Abstract:
In order to study the properties of membrane-bound polyphenol oxidase (mPPO) from Dangshan pear, the catalytic characteristics and thermal inactivation kinetics of mPPO from Dangshan pear were studied. Properties of mPPO were also compared with those of soluble polyphenol oxidase (sPPO). Results showed that, when catechol was used as substrate, the catalytic properties and thermal deactivation mechanical properties of mPPO and sPPO were quite different. The activity of mPPO had a stronger affinity to the substrate than sPPO with catechol as the substrate.
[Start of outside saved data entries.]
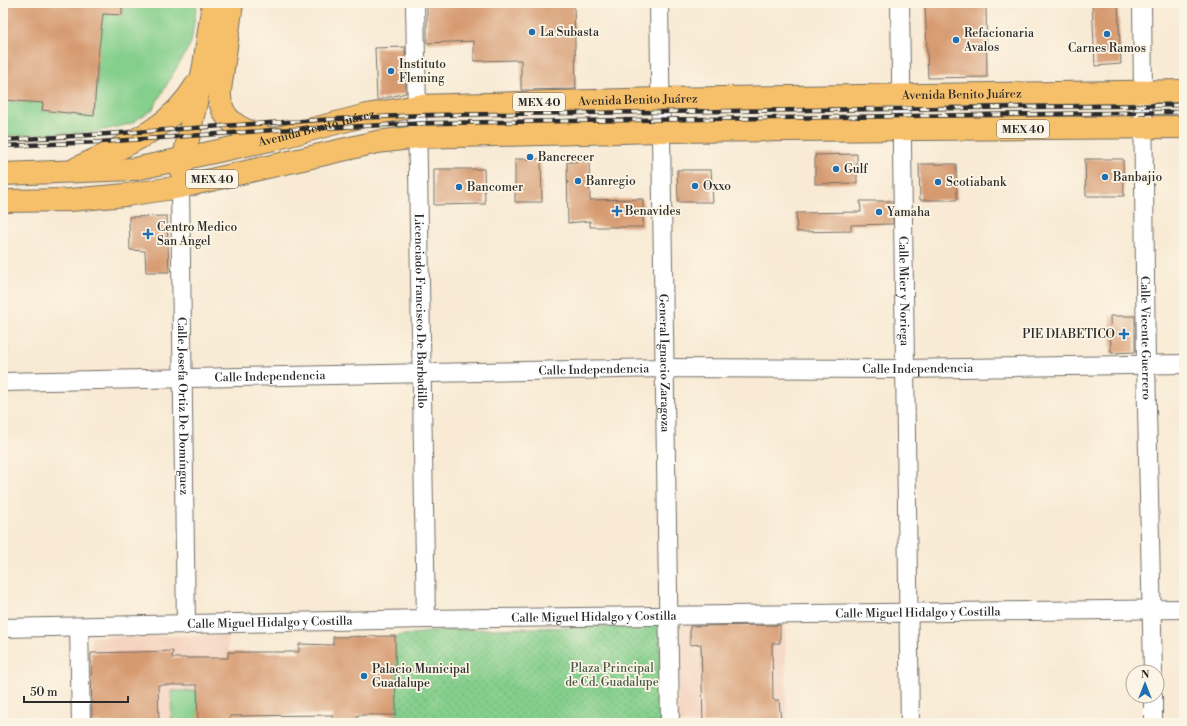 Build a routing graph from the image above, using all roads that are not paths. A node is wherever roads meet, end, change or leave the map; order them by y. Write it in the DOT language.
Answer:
graph roads {
  1 [pos="213,3"];
  2 [pos="232,3"];
  3 [pos="415,3"];
  4 [pos="659,3"];
  5 [pos="900,3"];
  6 [pos="1142,3"];
  7 [pos="204,66"];
  8 [pos="1184,91"];
  9 [pos="1144,92"];
  10 [pos="902,96"];
  11 [pos="660,99"];
  12 [pos="417,106"];
  13 [pos="194,113"];
  14 [pos="1184,127"];
  15 [pos="1143,128"];
  16 [pos="903,130"];
  17 [pos="660,131"];
  18 [pos="418,137"];
  19 [pos="274,139"];
  20 [pos="209,152"];
  21 [pos="184,159"];
  22 [pos="66,173"];
  23 [pos="3,174"];
  24 [pos="234,174"];
  25 [pos="180,187"];
  26 [pos="3,201"];
  27 [pos="1146,364"];
  28 [pos="1184,364"];
  29 [pos="664,368"];
  30 [pos="906,368"];
  31 [pos="422,372"];
  32 [pos="182,378"];
  33 [pos="3,382"];
  34 [pos="1152,610"];
  35 [pos="1184,610"];
  36 [pos="908,614"];
  37 [pos="668,616"];
  38 [pos="426,619"];
  39 [pos="186,625"];
  40 [pos="79,627"];
  41 [pos="3,628"];
  42 [pos="1153,664"];
  43 [pos="1153,704"];
  44 [pos="81,723"];
  45 [pos="670,723"];
  46 [pos="910,723"];
  47 [pos="1154,723"];
  1 -- 7 [label="main road"];
  2 -- 19 [label="main road"];
  3 -- 12 [label="street, Licenciado Francisco De Barbadillo"];
  4 -- 11 [label="street, General Ignacio Zaragoza"];
  5 -- 10 [label="street, Calle Mier y Noriega"];
  6 -- 9 [label="street, Calle Vicente Guerrero"];
  7 -- 13 [label="main road"];
  7 -- 22 [label="main road"];
  8 -- 9 [label="main road, Avenida Benito Juárez / MEX 40"];
  9 -- 10 [label="main road, Avenida Benito Juárez / MEX 40"];
  9 -- 15 [label="street, Calle Vicente Guerrero"];
  10 -- 11 [label="main road, Avenida Benito Juárez / MEX 40"];
  10 -- 16 [label="street, Calle Mier y Noriega"];
  11 -- 12 [label="main road, Avenida Benito Juárez / MEX 40"];
  11 -- 17 [label="street, General Ignacio Zaragoza"];
  12 -- 18 [label="street, Licenciado Francisco De Barbadillo"];
  12 -- 19 [label="main road, Avenida Benito Juárez / MEX 40"];
  13 -- 20 [label="main road"];
  13 -- 21 [label="main road"];
  14 -- 15 [label="main road, MEX 40"];
  15 -- 16 [label="main road, MEX 40"];
  15 -- 27 [label="street, Calle Vicente Guerrero"];
  16 -- 17 [label="main road, MEX 40"];
  16 -- 30 [label="street, Calle Mier y Noriega"];
  17 -- 18 [label="main road, MEX 40"];
  17 -- 29 [label="street, General Ignacio Zaragoza"];
  18 -- 24 [label="main road, MEX 40"];
  18 -- 31 [label="street, Licenciado Francisco De Barbadillo"];
  19 -- 20 [label="main road, Avenida Benito Juárez / MEX 40"];
  20 -- 21 [label="main road, Avenida Benito Juárez / MEX 40"];
  20 -- 24 [label="main road"];
  21 -- 22 [label="main road, Avenida Benito Juárez / MEX 40"];
  21 -- 25 [label="main road"];
  22 -- 23 [label="main road, Avenida Benito Juárez / MEX 40"];
  24 -- 25 [label="main road, MEX 40"];
  25 -- 26 [label="main road, MEX 40"];
  25 -- 32 [label="street, Calle Josefa Ortiz De Domínguez"];
  27 -- 28 [label="street, Calle Independencia"];
  27 -- 30 [label="street, Calle Independencia"];
  27 -- 34 [label="street, Calle Vicente Guerrero"];
  29 -- 30 [label="street, Calle Independencia"];
  29 -- 31 [label="street, Calle Independencia"];
  29 -- 37 [label="street, General Ignacio Zaragoza"];
  30 -- 36 [label="street, Calle Mier y Noriega"];
  31 -- 32 [label="street, Calle Independencia"];
  31 -- 38 [label="street, Licenciado Francisco De Barbadillo"];
  32 -- 33 [label="street, Calle Independencia"];
  32 -- 39 [label="street, Calle Josefa Ortiz De Domínguez"];
  34 -- 35 [label="street, Calle Miguel Hidalgo y Costilla"];
  34 -- 36 [label="street, Calle Miguel Hidalgo y Costilla"];
  34 -- 42 [label="street, Calle Vicente Guerrero"];
  36 -- 37 [label="street, Calle Miguel Hidalgo y Costilla"];
  36 -- 46 [label="street, Calle Mier y Noriega"];
  37 -- 38 [label="street, Calle Miguel Hidalgo y Costilla"];
  37 -- 45 [label="street, General Ignacio Zaragoza"];
  38 -- 39 [label="street, Calle Miguel Hidalgo y Costilla"];
  39 -- 40 [label="street, Calle Miguel Hidalgo y Costilla"];
  40 -- 41 [label="street, Calle Miguel Hidalgo y Costilla"];
  40 -- 44 [label="street"];
  43 -- 47 [label="street"];
}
The optimal pH of mPPO and sPPO was pH4.50 and 5.00, respectively. The pH stability of mPPO was higher than that of sPPO, and the residual enzyme activity of mPPO at pH3.50~4.50 for 24 h was higher than that of the original enzyme activity. The optimum reaction temperature for mPPO was 35~45 ℃ and mPPO had higher thermal stability than sPPO at 55~75 ℃. The kinetic analysis of thermal deactivation showed that the passivation of sPPO and mPPO was in accordance with the first-order kinetics model. Kinetic parameters E
a and Z
T indicated that mPPO had less dependence on temperature and higher heat tolerance than sPPO.